This is a spacious kayak, with plenty of room for you and your gear. It also has a generous weight capacity, so you can load it up with all the fishing equipment you might need for a day on the water.
The HiRise seating system can give you a better vantage point for sight fishing and can be comfortable for sitting on whether you’re paddling, pedaling or simply sitting waiting for a bite. There are also deck pads for traction when you’re standing up, including on the top of the gunwales.
The Bonafide SS127 benefits from a hybrid cat hull design, giving it the stability of a pontoon style boat. This can make it ideal for a range of waters and can also help with tracking and make it easier to maneuver.
Being crafted for fishing, this boat has a lot of extras that can make your trip easier. There are YakAttack GearTracs so that you can customize your vessel by mounting additional accessories more easily.
The yak has plenty of storage, including a hinged bow hatch, a large rear tank well with bungees, underseat storage and paddle holders.
9: Hobie Oasis 14 Tandem Kayak
If you’re looking to head out on the water with a companion then this Oasis Tandem could be a good choice. With dual pedaling power both of you will be able to share the strain to move you through the water.
This yak is 14 feet and 6 inches long and 33 inches wide, so it may appear slightly narrower than other pedaling yaks, but it’s still engineered to be stable in the water.
With dual push pedals powering two sets of fins underneath the hull, you and your partner will be able to use your feet to move the kayak across the water, letting you both free up your hands for fishing.

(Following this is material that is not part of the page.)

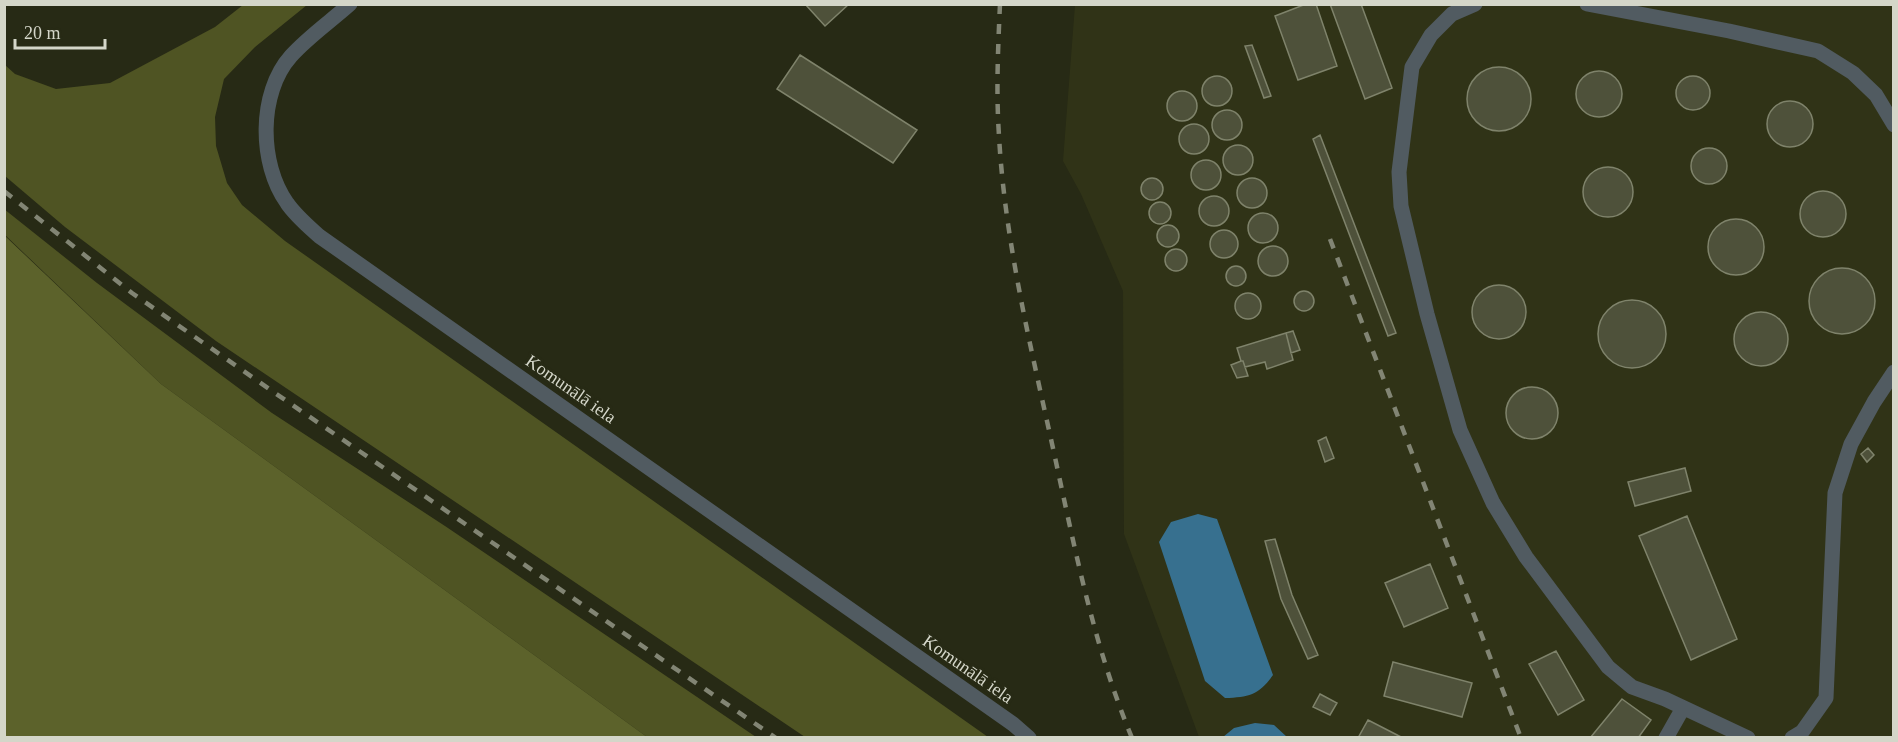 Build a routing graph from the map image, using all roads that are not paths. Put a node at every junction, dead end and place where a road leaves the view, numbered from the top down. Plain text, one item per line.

Even though this is a tandem pedal yak, you can still pedal it on your own, as it benefits from having rudder controls in both seats, so no matter where you’re sitting in the yak you’ll still be able to steer.
You can pedal this tandem sit-on-top in fresh water or in the sea and it has a Twist and Stow rudder that you can easily detach when it’s not required, so it’s versatile and you can choose to use it with a paddle if you prefer.
The two seats feature lumbar support to make long days on the water a little more comfortable. Plus, they can both be adjusted to suit each pedaler, with the back, bottom, lumbar support and height all adjustable.
There are lots of storage options on this tandem yak, with an 8 inch twist and seal hatch in front of each seat for easy access. There are also storage hatches at the bow and stern, as well as bungee cords for additional gear.
Another feature it has is that there are mesh pockets that are conveniently located beside each seat and molded-in storage for your rods or paddles. Fully rigged, this kayak weighs 127 pounds and has a weight capacity of 550 pounds.
What Is A Pedal Kayak, And Why Would I Buy One?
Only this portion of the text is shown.